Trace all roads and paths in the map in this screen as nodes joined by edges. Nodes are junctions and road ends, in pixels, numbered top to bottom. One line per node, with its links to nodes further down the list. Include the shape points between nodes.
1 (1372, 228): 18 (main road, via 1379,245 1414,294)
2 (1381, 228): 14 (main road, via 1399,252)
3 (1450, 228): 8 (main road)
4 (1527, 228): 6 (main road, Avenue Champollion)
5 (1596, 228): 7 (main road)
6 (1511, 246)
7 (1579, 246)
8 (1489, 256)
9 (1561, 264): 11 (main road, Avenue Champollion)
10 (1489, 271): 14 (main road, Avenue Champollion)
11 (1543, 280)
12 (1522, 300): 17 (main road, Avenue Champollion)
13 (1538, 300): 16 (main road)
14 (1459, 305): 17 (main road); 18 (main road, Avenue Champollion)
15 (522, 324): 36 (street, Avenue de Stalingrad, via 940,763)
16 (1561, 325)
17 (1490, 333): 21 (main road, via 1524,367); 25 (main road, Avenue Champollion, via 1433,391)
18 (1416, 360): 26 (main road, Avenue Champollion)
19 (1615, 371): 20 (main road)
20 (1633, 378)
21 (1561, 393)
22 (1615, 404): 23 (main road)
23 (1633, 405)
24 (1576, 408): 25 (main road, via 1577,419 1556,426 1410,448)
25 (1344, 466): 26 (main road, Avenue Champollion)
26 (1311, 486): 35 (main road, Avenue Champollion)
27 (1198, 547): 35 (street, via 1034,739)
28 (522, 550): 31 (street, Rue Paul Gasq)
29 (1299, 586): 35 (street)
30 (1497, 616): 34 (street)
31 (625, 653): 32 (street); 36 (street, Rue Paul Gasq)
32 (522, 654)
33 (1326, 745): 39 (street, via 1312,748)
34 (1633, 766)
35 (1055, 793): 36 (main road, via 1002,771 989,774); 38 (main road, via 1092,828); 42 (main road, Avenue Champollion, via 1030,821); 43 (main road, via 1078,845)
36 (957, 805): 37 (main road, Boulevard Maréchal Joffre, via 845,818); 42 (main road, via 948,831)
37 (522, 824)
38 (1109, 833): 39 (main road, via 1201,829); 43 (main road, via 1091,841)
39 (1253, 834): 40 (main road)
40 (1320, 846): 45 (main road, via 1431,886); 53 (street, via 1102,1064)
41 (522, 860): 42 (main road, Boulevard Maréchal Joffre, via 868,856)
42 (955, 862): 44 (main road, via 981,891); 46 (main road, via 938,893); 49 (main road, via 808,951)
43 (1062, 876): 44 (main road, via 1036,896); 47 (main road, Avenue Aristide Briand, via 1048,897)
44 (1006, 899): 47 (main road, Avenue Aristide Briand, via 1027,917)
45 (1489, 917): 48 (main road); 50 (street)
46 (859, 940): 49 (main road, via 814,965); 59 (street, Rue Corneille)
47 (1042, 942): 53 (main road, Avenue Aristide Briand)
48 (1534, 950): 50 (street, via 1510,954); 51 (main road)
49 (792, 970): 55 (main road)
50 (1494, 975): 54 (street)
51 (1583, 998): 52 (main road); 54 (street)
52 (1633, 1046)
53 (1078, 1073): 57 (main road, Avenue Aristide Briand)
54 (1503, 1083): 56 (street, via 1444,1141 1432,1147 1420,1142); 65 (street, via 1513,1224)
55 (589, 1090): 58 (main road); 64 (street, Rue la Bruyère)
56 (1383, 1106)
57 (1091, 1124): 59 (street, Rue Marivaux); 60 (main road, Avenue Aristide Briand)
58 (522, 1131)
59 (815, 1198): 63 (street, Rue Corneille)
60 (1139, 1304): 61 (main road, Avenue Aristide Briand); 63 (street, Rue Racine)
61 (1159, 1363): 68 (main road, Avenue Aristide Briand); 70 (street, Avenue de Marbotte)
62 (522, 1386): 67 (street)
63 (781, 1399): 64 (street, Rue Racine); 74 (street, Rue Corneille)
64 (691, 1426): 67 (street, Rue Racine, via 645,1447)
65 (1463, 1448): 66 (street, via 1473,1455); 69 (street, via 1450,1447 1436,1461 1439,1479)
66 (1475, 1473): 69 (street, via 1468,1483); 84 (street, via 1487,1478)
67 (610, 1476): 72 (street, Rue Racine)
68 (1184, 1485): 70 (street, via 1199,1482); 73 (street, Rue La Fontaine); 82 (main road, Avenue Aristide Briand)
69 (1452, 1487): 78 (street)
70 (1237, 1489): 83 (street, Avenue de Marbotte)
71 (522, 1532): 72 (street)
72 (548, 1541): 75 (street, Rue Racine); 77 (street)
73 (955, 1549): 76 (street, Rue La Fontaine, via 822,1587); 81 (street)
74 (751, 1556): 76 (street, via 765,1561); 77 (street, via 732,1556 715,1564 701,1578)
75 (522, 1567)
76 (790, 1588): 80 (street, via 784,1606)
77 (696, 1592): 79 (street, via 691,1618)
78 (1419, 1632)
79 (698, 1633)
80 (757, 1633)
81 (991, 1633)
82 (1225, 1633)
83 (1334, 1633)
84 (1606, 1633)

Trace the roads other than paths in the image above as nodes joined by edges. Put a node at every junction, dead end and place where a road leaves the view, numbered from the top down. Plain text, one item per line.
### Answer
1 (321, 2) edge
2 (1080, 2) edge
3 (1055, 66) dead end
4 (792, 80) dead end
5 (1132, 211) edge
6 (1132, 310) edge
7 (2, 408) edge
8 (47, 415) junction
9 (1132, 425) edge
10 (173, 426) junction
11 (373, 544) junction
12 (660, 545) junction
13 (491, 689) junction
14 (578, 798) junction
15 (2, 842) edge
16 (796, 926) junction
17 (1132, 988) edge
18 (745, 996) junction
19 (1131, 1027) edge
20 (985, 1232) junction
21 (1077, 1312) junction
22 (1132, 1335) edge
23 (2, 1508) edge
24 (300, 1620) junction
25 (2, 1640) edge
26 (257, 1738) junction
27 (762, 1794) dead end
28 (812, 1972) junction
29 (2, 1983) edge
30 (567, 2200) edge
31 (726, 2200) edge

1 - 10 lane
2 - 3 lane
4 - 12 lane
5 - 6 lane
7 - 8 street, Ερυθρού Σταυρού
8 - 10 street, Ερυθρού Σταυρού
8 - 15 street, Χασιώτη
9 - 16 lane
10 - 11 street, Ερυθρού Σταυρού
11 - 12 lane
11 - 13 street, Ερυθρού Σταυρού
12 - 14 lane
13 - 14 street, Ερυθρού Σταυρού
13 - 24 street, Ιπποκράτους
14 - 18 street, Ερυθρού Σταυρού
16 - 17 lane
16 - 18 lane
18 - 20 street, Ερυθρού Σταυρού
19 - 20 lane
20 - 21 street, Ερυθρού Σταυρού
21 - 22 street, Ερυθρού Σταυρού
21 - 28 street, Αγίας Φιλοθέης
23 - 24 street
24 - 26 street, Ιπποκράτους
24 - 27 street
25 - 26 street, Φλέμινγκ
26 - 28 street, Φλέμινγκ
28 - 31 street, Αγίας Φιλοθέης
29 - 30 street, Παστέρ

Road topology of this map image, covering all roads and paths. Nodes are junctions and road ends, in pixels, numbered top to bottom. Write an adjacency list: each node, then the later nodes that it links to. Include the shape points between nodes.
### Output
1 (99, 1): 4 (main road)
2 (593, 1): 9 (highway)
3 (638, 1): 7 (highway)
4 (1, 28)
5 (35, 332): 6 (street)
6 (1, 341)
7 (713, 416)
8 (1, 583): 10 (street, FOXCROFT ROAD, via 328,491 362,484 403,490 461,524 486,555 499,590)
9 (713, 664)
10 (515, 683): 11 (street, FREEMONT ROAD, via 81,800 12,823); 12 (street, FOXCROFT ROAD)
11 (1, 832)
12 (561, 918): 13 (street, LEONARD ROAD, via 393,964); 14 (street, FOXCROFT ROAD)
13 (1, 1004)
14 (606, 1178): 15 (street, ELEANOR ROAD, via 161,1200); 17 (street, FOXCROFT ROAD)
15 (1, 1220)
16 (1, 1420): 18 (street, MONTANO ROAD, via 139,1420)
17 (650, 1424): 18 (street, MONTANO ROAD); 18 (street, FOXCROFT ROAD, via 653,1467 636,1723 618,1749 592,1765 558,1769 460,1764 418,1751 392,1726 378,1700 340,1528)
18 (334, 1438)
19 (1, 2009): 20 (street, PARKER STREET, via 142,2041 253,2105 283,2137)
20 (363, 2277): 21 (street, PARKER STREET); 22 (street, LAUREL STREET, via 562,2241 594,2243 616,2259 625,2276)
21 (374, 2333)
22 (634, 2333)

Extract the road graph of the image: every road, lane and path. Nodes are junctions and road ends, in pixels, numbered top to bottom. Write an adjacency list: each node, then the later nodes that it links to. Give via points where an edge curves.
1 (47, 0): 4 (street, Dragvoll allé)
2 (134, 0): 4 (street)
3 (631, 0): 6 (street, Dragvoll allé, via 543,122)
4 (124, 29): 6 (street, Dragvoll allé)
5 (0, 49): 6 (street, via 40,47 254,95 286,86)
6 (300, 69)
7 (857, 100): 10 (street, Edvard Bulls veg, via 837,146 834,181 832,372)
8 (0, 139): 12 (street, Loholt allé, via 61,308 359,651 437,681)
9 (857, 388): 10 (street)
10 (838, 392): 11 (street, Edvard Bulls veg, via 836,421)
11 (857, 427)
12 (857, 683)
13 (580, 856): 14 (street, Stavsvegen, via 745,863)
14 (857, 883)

_Brief_. Extract every line of the records above that contains the word "Αγίας".

_Result_.
21 - 28 street, Αγίας Φιλοθέης
28 - 31 street, Αγίας Φιλοθέης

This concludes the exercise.